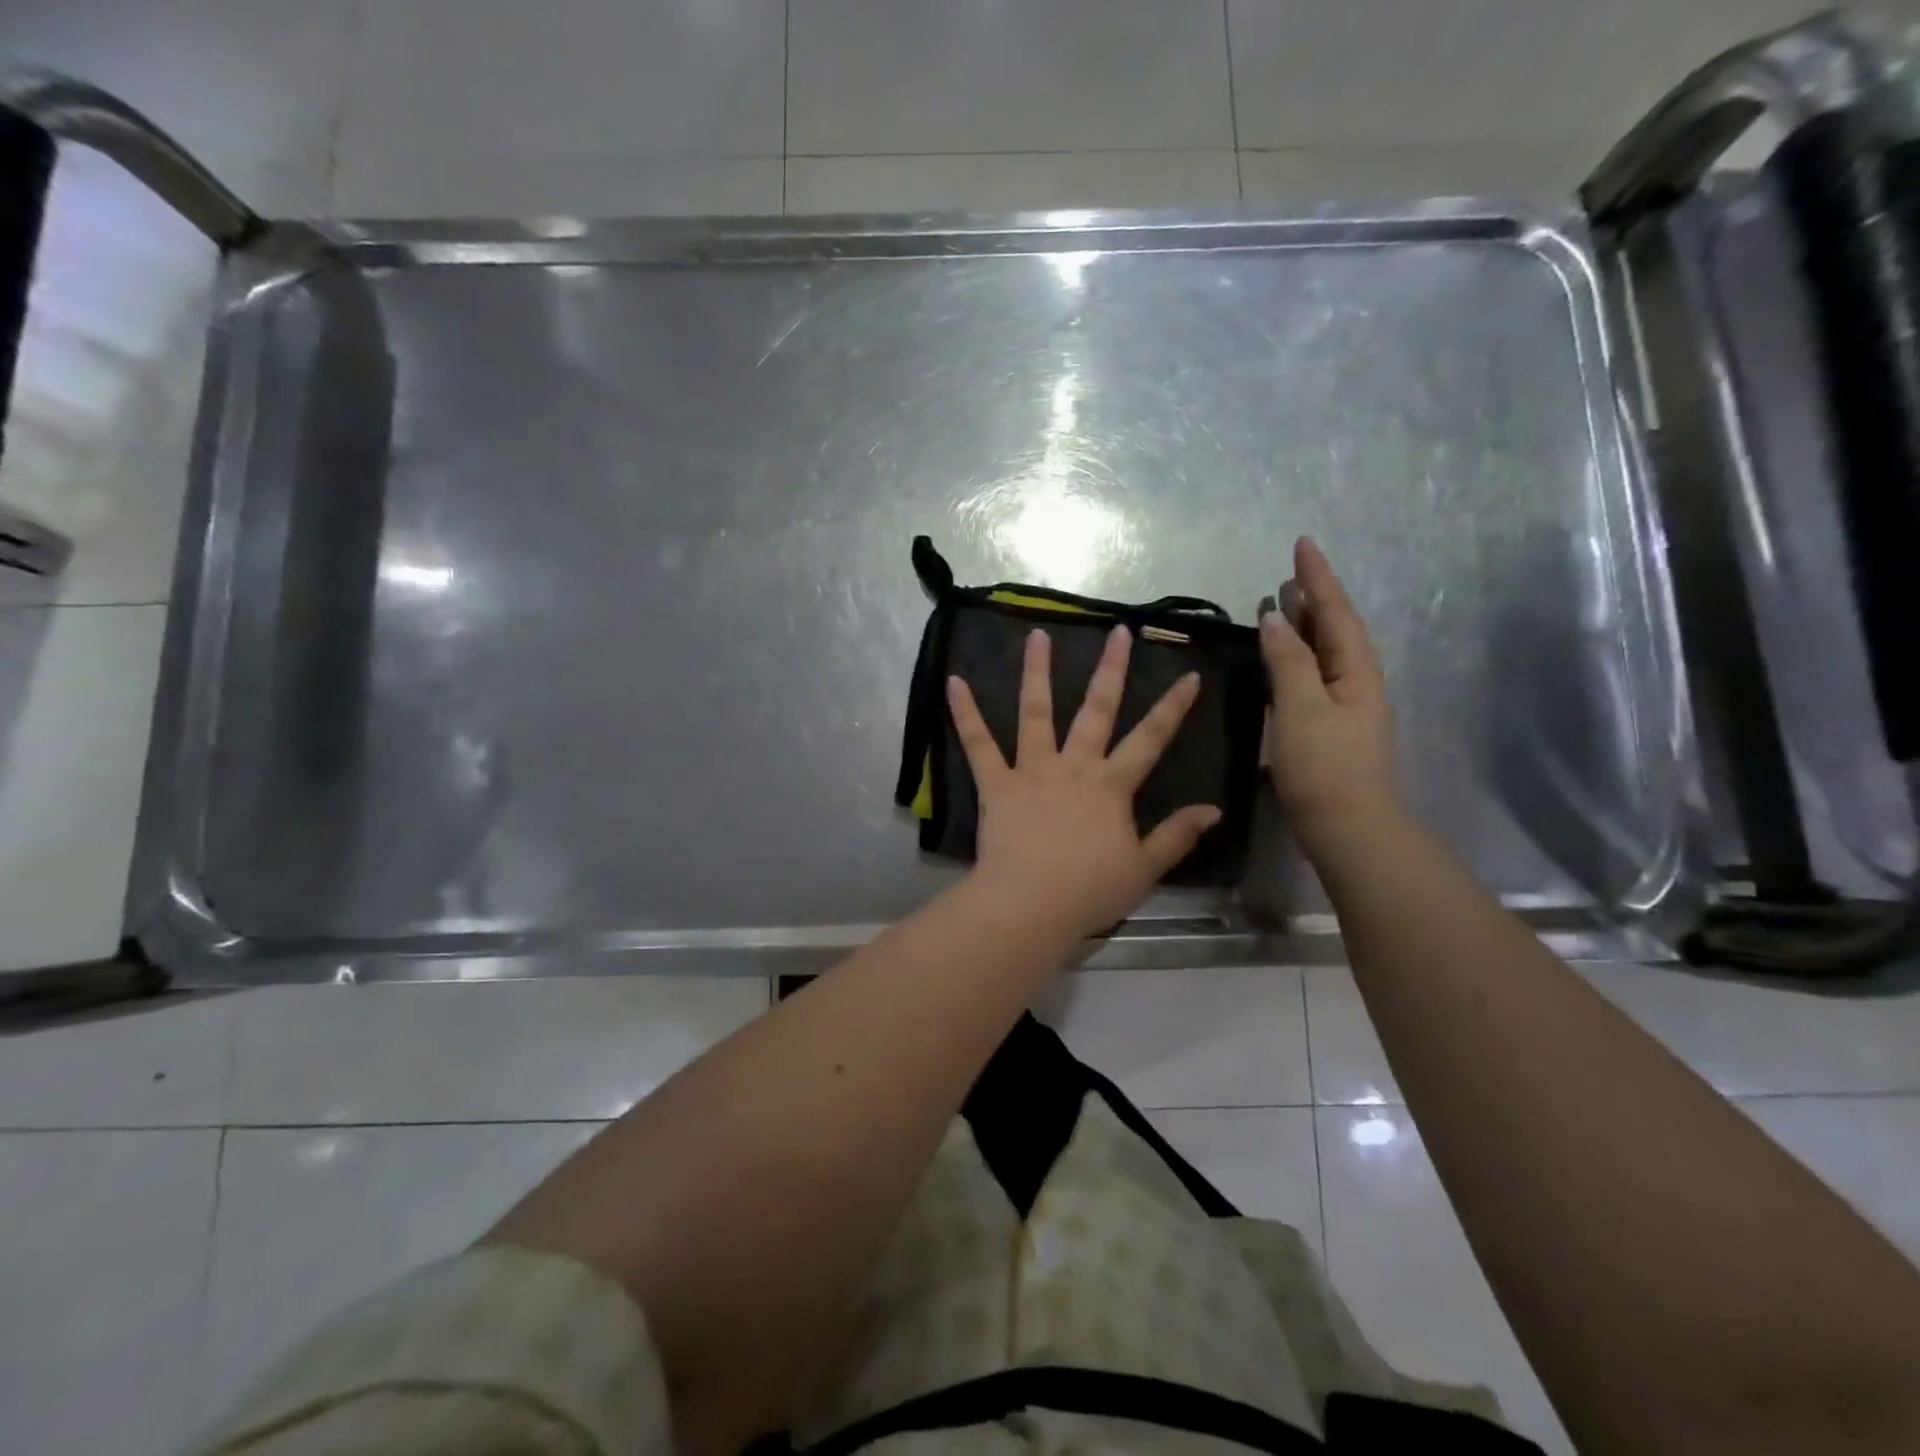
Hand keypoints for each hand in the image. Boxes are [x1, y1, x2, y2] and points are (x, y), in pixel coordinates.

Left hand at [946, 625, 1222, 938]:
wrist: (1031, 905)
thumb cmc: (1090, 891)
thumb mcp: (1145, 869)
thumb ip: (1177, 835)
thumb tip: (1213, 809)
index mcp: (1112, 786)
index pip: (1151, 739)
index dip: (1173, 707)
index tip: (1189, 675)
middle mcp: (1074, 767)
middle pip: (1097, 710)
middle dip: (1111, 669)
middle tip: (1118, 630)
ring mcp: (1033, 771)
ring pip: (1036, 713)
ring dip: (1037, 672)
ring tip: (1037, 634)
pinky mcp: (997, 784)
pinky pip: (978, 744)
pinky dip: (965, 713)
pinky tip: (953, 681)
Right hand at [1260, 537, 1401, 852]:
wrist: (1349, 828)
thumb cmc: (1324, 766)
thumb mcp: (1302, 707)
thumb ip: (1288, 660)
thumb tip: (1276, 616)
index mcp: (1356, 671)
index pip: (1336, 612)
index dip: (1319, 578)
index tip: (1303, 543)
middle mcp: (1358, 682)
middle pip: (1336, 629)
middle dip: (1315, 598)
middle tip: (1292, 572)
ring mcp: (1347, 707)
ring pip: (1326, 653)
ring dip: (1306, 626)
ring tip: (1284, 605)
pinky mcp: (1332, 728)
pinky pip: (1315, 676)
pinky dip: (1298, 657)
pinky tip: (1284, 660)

### WHAT THIS TASK INVOLVES
What you return must match the lines from the top of the data through the line with "thumb mcp: (1302, 707)" exactly, with the pictures removed.

### RESPONSE TO THE TASK
Hand keypoints for each hand in the image. Boxes are [x1, y1, x2, y2] and points are (x, y), in pixel coordinates.

Left hand at [946, 625, 1222, 938]:
wrist: (1031, 905)
thumb cmc: (1090, 891)
thumb mcp: (1145, 869)
thumb ip: (1177, 835)
thumb tip: (1213, 809)
index mcp: (1112, 786)
index pip: (1151, 739)
index dip: (1173, 707)
index tip: (1189, 675)
middle mcp: (1074, 767)
middle pip: (1097, 710)
middle dip: (1111, 669)
middle tip: (1118, 630)
ring mcp: (1033, 771)
ring pip: (1036, 713)
ring dip: (1037, 672)
ring tip: (1037, 634)
pinky mcp: (997, 784)
pinky pip: (978, 744)
pinky dip: (965, 713)
pinky tip: (953, 681)
Right hand at [1260, 537, 1401, 852]:
wrist: (1349, 828)
thumb cmc: (1324, 766)
thumb mcp: (1302, 707)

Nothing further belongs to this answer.